YOUR OBJECTIVE: Would you write out the entries below word for word, omitting the pictures?

Stored data entries
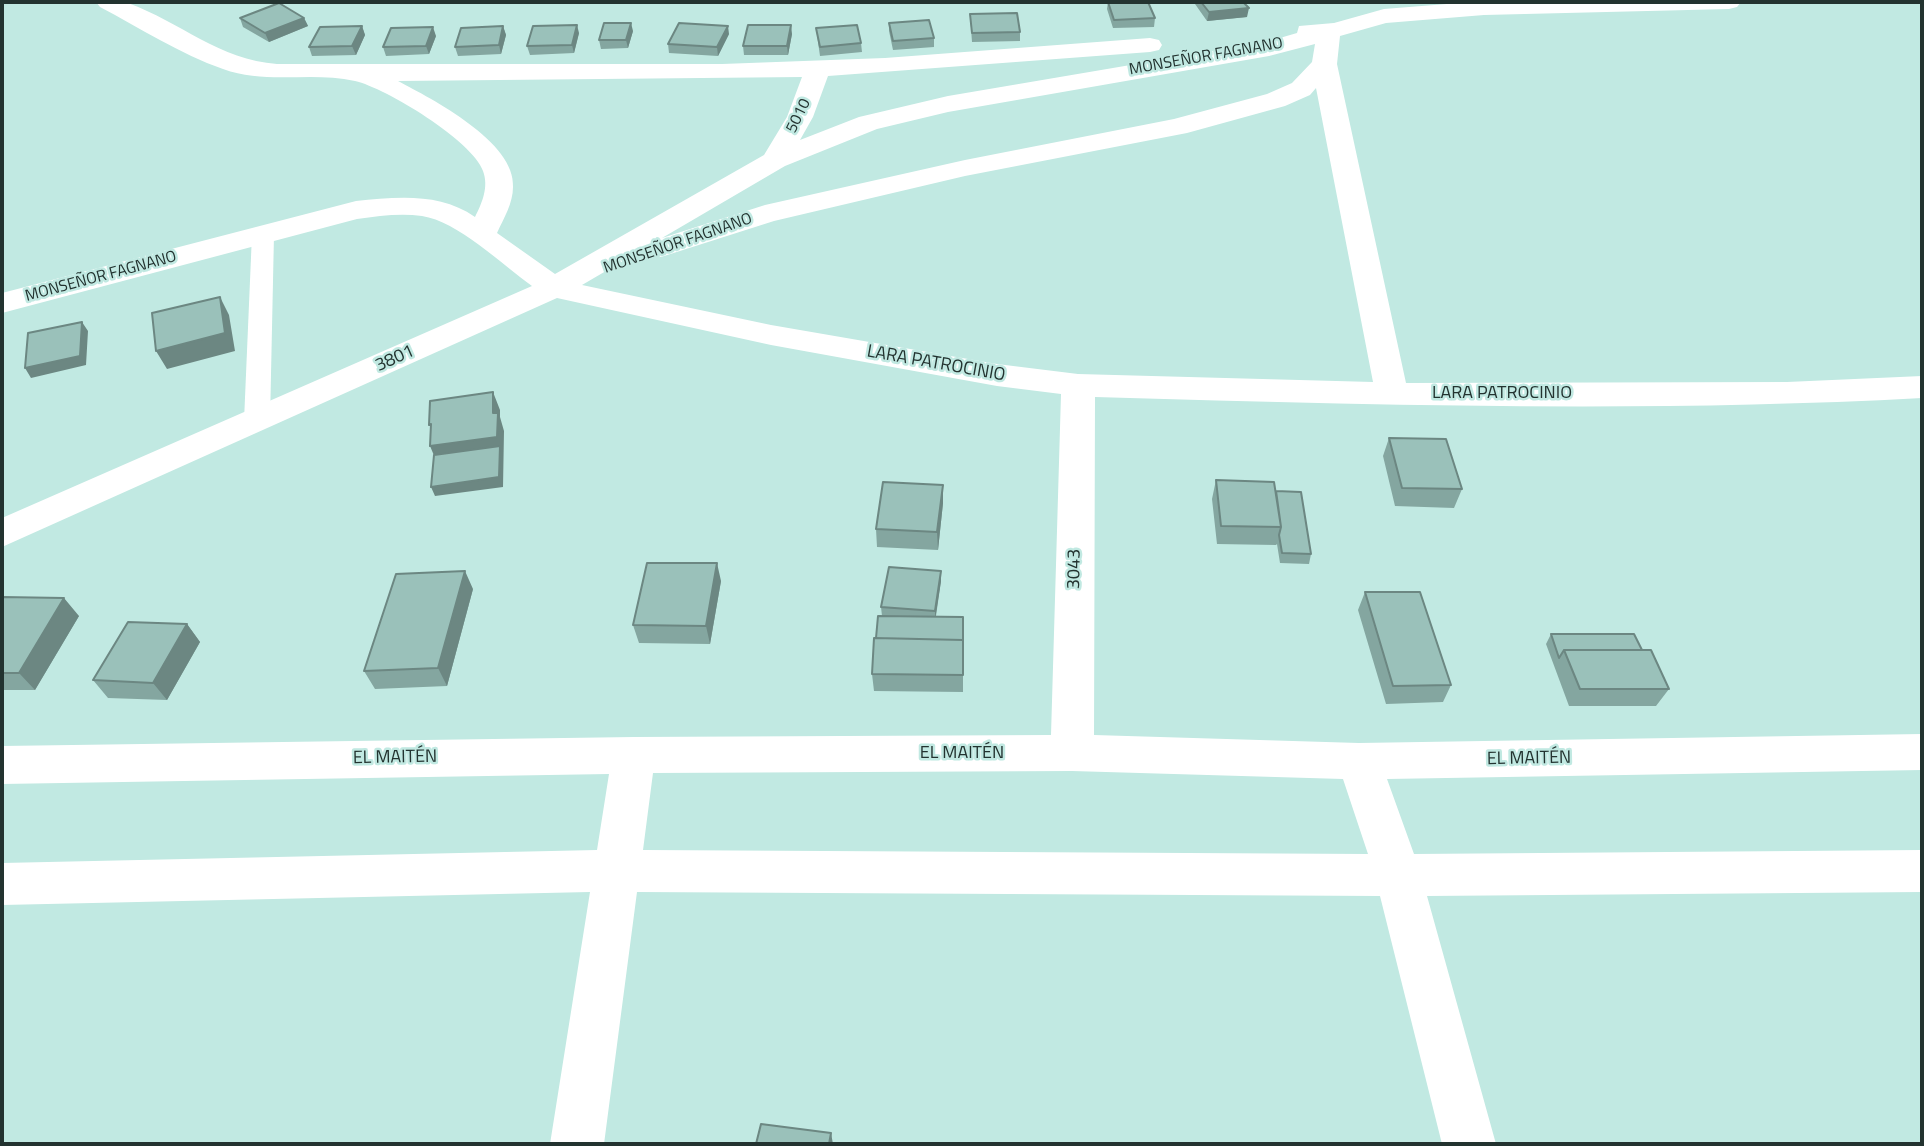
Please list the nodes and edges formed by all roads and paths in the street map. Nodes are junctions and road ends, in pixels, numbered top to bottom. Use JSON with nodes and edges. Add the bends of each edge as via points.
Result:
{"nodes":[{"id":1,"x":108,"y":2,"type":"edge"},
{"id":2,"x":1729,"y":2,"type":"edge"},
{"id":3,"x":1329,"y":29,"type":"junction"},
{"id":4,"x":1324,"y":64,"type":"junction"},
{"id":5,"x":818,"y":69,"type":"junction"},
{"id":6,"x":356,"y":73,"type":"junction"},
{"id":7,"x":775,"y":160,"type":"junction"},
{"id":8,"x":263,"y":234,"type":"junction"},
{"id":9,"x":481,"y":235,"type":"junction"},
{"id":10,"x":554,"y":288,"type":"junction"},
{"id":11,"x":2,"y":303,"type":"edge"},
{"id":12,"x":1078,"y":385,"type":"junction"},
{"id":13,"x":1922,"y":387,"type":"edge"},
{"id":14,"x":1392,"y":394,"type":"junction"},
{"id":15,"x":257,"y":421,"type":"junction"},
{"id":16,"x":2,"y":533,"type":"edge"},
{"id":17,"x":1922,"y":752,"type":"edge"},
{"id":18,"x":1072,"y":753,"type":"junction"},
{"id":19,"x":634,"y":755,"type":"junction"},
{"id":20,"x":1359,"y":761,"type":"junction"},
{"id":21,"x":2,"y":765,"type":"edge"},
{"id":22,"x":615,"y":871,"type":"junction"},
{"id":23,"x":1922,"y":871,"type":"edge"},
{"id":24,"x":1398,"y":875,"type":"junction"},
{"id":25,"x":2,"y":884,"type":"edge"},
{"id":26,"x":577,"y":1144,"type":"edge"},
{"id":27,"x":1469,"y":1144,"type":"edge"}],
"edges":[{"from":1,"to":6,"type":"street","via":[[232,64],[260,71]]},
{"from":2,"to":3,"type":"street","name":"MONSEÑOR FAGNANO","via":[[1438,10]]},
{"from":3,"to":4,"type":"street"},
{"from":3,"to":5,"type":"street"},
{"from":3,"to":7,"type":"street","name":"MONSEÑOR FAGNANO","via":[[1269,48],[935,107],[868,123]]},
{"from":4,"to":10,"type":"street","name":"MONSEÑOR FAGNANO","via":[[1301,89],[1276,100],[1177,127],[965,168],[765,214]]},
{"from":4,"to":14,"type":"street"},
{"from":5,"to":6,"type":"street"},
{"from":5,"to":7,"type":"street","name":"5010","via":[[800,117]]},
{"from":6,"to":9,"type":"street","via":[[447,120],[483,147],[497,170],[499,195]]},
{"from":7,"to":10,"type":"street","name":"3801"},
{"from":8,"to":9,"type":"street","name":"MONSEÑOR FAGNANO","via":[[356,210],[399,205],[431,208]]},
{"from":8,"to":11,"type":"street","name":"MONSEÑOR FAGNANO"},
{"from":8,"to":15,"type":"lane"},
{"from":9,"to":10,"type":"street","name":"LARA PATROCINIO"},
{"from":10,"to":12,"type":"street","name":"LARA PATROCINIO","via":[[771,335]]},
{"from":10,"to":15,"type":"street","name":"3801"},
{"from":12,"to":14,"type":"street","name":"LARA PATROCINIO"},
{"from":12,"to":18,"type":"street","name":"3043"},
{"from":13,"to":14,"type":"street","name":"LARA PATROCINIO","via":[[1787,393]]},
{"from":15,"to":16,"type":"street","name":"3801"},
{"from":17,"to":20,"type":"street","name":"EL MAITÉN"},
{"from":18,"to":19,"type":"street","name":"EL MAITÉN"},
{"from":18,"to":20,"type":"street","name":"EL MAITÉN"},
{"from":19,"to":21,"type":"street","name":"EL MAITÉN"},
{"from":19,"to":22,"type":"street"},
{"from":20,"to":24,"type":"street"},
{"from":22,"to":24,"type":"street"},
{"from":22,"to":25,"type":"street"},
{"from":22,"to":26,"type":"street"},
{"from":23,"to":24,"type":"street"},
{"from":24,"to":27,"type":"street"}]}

RESPONSE FOR THIS EXERCISE:
Please list the nodes and edges formed by all roads and paths in the street map. Nodes are junctions and road ends, in pixels, numbered top to bottom. Use JSON with nodes and edges. Add the bends of each edge as via points.
Result:
{"nodes":[{"id":1,"x":108,"y":2,"type":"edge"},
{"id":2,"x":1729,"y":2,"type":"edge"},
{"id":3,"x":1329,"y":29,"type":"junction"},
{"id":4,"x":1324,"y":64,"type":"junction"},
{"id":5,"x":818,"y":69,"type":"junction"},
{"id":6,"x":356,"y":73,"type":"junction"},
{"id":7,"x":775,"y":160,"type":"junction"},
{"id":8,"x":263,"y":234,"type":"junction"},
{"id":9,"x":481,"y":235,"type":"junction"},
{"id":10,"x":554,"y":288,"type":"junction"},
{"id":11,"x":2,"y":303,"type":"edge"},
{"id":12,"x":1078,"y":385,"type":"junction"},
{"id":13,"x":1922,"y":387,"type":"edge"},
{"id":14,"x":1392,"y":394,"type":"junction"},
{"id":15,"x":257,"y":421,"type":"junction"},
{"id":16,"x":2,"y":533,"type":"edge"},
{"id":17,"x":1922,"y":752,"type":"edge"},
{"id":18,"x":1072,"y":753,"type":"junction"},
{"id":19,"x":634,"y":755,"type":"junction"},
{"id":20,"x":1359,"y":761,"type":"junction"},
{"id":21,"x":2,"y":765,"type":"edge"},
{"id":22,"x":615,"y":871,"type":"junction"},
{"id":23,"x":1922,"y":871,"type":"edge"},
{"id":24,"x":1398,"y":875,"type":"junction"},
{"id":25,"x":2,"y":884,"type":"edge"},
{"id":26,"x":577,"y":1144,"type":"edge"},
{"id":27,"x":1469,"y":1144,"type":"edge"}],
"edges":[{"from":1,"to":6,"type":"street","via":[[232,64],[260,71]]},
{"from":2,"to":3,"type":"street","name":"MONSEÑOR FAGNANO","via":[[1438,10]]},
{"from":3,"to":4,"type":"street"},
{"from":3,"to":5,"type":"street"},
{"from":3,"to":7,"type":"street","name":"MONSEÑOR FAGNANO","via":[[1269,48],[935,107],[868,123]]},
{"from":4,"to":10,"type":"street","name":"MONSEÑOR FAGNANO","via":[[1301,89],[1276,100],[1177,127],[965,168],[765,214]]},
{"from":4,"to":14,"type":"street"},
{"from":5,"to":6,"type":"street"},
{"from":5,"to":7,"type":"street","name":"5010","via":[[800,117]]},
{"from":6,"to":9,"type":"street","via":[[447,120],[483,147],[497,170],[499,195]]},
{"from":7,"to":10,"type":"street","name":"3801"},
{"from":8,"to":9,"type":"street","name":"MONSEÑOR FAGNANO","via":[[356,210],[399,205],[431,208]]},
{"from":8,"to":11,"type":"street","name":"MONSEÑOR FAGNANO"},
{"from":8,"to":15,"type":"lane"},
{"from":9,"to":10,"type":"street","name":"LARA PATROCINIO"},
{"from":10,"to":12,"type":"street","name":"LARA PATROCINIO","via":[[771,335]]},
{"from":10,"to":15,"type":"street","name":"3801"},
{"from":12,"to":14,"type":"street","name":"LARA PATROCINIO"},
{"from":12,"to":18,"type":"street","name":"3043"},
{"from":13,"to":14,"type":"street","name":"LARA PATROCINIO","via":[[1787,393]]},
{"from":15,"to":16,"type":"street","name":"3801"},
{"from":17,"to":20,"type":"street","name":"EL MAITÉN"},
{"from":18,"to":19,"type":"street","name":"EL MAITÉN"},
{"from":18,"to":20,"type":"street","name":"EL MAITÉN"},
{"from":19,"to":21,"type":"street","name":"EL MAITÉN"},
{"from":19,"to":22,"type":"street"},
{"from":20,"to":24,"type":"street"},
{"from":22,"to":24,"type":"street"},
{"from":22,"to":25,"type":"street"},
{"from":22,"to":26,"type":"street"},
{"from":23,"to":24,"type":"street"},
{"from":24,"to":27,"type":"street"}]}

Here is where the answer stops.